Specific Aim 2. Determine if a probiotic containing candidate bacterial species is able to ameliorate skeletal muscle atrophy. Based on our metagenomic analysis, we hypothesize a probiotic supplement containing Duncaniella muris and/or Akkermansia muciniphila will ameliorate muscle atrophy induced by hind limb immobilization. To test this hypothesis, adult female and male C57BL/6J mice will be administered by gavage the proposed probiotic supplement for 17 days with the last 10 days subjected to unilateral hind limb immobilization. Muscle atrophy and function will be assessed as describe in Aim 1.

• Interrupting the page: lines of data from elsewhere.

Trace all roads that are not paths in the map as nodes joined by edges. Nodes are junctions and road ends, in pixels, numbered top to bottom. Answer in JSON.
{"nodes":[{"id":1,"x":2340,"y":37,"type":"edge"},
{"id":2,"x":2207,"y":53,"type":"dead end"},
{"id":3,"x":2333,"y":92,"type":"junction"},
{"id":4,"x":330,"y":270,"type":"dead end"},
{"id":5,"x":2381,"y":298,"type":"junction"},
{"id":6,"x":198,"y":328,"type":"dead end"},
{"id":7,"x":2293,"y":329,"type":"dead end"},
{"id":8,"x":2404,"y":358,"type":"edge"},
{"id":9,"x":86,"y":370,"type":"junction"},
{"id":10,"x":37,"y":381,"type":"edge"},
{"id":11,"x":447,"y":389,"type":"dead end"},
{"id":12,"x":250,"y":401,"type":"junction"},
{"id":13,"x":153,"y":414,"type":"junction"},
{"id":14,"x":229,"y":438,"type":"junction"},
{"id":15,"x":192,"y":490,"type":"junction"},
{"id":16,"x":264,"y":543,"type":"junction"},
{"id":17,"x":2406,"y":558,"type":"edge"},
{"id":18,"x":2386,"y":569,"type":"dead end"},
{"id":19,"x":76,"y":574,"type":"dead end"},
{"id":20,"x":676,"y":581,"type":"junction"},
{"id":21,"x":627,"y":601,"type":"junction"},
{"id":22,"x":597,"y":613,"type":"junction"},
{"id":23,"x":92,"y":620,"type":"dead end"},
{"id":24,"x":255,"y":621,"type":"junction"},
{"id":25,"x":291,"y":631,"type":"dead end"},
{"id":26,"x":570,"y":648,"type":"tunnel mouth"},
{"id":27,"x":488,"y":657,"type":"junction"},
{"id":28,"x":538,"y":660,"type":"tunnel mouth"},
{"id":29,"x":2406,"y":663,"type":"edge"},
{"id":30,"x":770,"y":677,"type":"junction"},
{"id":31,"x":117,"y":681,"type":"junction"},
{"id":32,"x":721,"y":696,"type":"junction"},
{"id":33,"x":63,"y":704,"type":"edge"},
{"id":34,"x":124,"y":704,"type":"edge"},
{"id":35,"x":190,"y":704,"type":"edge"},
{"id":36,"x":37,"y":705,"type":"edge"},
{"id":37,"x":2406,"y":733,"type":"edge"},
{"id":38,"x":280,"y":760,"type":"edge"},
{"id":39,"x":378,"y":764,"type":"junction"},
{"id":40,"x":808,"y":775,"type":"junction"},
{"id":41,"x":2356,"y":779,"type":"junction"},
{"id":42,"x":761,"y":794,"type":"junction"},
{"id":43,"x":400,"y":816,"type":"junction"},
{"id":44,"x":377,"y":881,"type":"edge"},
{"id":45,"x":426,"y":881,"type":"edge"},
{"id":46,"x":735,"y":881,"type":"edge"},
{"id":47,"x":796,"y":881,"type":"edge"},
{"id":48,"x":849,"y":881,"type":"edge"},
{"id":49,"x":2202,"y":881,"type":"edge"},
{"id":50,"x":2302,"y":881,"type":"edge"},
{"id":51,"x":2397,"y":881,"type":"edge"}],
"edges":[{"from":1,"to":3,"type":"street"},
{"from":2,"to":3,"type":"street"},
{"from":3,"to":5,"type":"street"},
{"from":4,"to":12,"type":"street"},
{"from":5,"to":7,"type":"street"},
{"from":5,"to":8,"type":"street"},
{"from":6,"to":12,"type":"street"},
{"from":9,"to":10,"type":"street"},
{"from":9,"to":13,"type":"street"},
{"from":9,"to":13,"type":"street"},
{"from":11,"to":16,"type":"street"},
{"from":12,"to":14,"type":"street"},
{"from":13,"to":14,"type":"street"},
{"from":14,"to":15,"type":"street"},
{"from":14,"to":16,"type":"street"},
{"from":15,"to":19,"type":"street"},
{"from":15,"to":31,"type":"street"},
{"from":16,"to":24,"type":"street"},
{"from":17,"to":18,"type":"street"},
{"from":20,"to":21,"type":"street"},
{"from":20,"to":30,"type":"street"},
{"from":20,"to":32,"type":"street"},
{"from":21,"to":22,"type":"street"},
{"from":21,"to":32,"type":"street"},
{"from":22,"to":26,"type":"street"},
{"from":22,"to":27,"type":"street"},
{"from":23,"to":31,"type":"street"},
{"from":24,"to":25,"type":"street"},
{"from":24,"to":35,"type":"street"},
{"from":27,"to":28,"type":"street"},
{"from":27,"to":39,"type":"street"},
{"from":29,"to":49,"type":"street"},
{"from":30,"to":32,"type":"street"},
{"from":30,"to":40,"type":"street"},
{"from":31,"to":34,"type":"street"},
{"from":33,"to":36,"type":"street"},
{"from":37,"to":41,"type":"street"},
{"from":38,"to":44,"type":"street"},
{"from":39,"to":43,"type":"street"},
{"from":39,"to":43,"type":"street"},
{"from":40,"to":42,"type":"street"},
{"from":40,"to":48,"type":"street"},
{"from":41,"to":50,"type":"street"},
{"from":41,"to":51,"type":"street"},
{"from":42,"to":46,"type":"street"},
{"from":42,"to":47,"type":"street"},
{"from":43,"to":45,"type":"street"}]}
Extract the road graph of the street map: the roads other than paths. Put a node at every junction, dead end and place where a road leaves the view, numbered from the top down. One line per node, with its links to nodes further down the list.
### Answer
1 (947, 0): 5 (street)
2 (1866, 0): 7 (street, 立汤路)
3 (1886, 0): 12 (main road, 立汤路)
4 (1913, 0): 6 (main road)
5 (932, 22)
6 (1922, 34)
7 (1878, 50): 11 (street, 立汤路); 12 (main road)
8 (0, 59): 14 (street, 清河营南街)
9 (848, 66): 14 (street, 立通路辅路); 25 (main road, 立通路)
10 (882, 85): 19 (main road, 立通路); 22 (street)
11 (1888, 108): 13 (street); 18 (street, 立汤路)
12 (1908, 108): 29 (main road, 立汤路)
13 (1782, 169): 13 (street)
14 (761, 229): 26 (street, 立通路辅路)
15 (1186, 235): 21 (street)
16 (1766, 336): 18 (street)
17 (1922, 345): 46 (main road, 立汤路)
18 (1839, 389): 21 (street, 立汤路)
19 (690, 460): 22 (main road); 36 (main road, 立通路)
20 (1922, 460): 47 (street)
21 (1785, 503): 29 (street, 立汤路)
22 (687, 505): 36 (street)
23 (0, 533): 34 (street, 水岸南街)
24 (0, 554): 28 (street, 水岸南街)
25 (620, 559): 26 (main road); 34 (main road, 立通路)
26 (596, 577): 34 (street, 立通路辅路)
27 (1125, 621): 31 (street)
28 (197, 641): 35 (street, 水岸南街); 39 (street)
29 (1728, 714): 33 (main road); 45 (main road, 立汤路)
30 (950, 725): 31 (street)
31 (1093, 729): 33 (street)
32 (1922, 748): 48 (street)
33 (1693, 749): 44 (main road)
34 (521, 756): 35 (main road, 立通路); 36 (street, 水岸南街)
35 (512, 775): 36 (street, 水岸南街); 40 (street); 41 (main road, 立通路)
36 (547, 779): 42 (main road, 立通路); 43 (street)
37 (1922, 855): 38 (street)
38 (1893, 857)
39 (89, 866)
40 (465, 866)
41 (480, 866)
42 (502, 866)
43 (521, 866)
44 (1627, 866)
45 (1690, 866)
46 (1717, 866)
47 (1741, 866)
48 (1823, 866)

Specific Aim 3. Determine if administration of microbial-derived metabolites is able to ameliorate skeletal muscle atrophy. Based on metabolomic analysis, we hypothesize the administration of pipecolic acid and/or succinate will significantly reduce muscle atrophy induced by hind limb immobilization. To test this hypothesis, adult female and male C57BL/6J mice will be administered via drinking water pipecolic acid (200 mg/kg) and/or succinate (100 mg/kg) during 10 days of unilateral hind limb immobilization. Muscle atrophy and function as will be assessed as describe in Aim 1.
The Cooperator will be responsible for project management, hiring and supervision of temporary personnel, all aspects of animal acquisition and care, and muscle atrophy assays.
ARS will prepare probiotic cultures and provide analytical support.